Nel 2004 uno studente del liceo classico aveva bisogno di tre cose per fare i compiti: un libro, un dizionario e silenzio. Non esistevano notifiche, distrazioni digitali, feed infiniti da scorrere. La ricerca si faceva sui volumi di carta, le versioni si traducevano sfogliando il Castiglioni Mariotti, e le tesine si stampavano con Word e Office 2003. Il PC era fisso, spesso condiviso con genitori e fratelli. Internet c’era, ma si usava con parsimonia: un’ora di connessione ADSL era un piccolo lusso.
Studiare era un gesto solitario, lento, quasi fisico. Il sapere aveva un peso, un odore, una presenza. La scuola era un tempio, non una nuvola digitale. Ogni conoscenza aveva il suo contenitore, ogni materia il suo lessico. Si sbagliava di più, ma si imparava anche ad arrangiarsi. E il tempo passato sui libri era un tempo interamente dedicato all’apprendimento.
Oggi, nel 2025, tutto è cambiato. E non è detto che sia un bene.
Lo studente moderno ha un arsenale digitale a portata di mano: tablet, laptop, app per mappe concettuali, dizionari digitali, traduttori automatici, strumenti di sintesi testuale. Scrive con Notion, legge in PDF, ripassa con i podcast e si fa spiegare Platone da una voce su YouTube. Ogni dubbio può essere sciolto in 5 secondi, ma spesso senza sedimentarsi.

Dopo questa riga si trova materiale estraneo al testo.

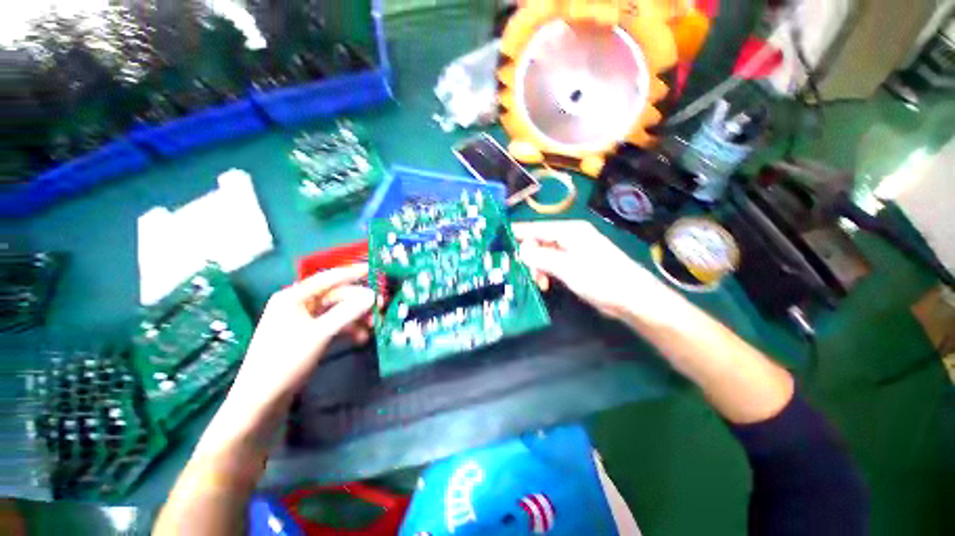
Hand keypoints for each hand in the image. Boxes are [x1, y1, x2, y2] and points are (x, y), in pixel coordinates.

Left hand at [227, 264, 374, 409]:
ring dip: (356, 317)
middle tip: (381, 307)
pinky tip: (361, 338)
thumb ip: (347, 312)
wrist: (261, 400)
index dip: (354, 272)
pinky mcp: (309, 334)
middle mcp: (299, 304)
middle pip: (337, 296)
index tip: (375, 270)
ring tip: (374, 326)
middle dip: (359, 301)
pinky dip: (348, 329)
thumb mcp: (320, 334)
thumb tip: (373, 295)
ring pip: (337, 311)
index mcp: (294, 296)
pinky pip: (334, 324)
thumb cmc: (285, 361)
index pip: (329, 278)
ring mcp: (304, 320)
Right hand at [513, 220, 666, 319]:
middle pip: (539, 241)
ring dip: (537, 267)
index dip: (518, 233)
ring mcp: (573, 250)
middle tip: (525, 273)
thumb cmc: (601, 279)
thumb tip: (520, 250)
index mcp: (570, 231)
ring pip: (544, 254)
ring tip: (539, 283)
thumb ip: (541, 257)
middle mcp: (570, 237)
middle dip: (530, 257)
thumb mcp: (567, 268)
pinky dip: (546, 272)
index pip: (537, 228)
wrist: (631, 298)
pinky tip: (545, 284)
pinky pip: (552, 263)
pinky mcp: (575, 264)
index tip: (500, 240)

La scuola è entrata nel cloud, ma ha perso il contatto con la terra. La carta è sparita, la memoria si è alleggerita, l’attenzione si è frantumata. Le interrogazioni sono diventate test online, i compiti si consegnano con un clic, e le ricerche si fanno “promptando” un’intelligenza artificiale. Studiare non è più cercare, ma filtrare. Non è più approfondire, ma orientarsi in superficie.
E se da un lato è vero che l’accesso alla conoscenza non è mai stato così democratico, dall’altro la dipendenza dalla tecnologia sta svuotando lo studente della sua autonomia critica. Meno errori, sì, ma anche meno scoperta. Meno frustrazione, ma anche meno desiderio. In fondo, se tutto è a portata di mano, cosa vale davvero la pena imparare?
Lo studente del 2025 rischia di sapere tutto senza comprendere nulla. Un paradosso che mette in crisi non solo l’educazione, ma anche la nostra idea di intelligenza. Perché la vera sfida non è usare meglio la tecnologia, ma ricordarci che non potrà mai sostituire il pensiero.
Il sapere non ha bisogno solo di velocità, ma di profondità. Di tempo. Di fatica. Forse anche di un po’ di noia. Forse, per imparare davvero, dovremmo tornare a spegnere il Wi-Fi ogni tanto.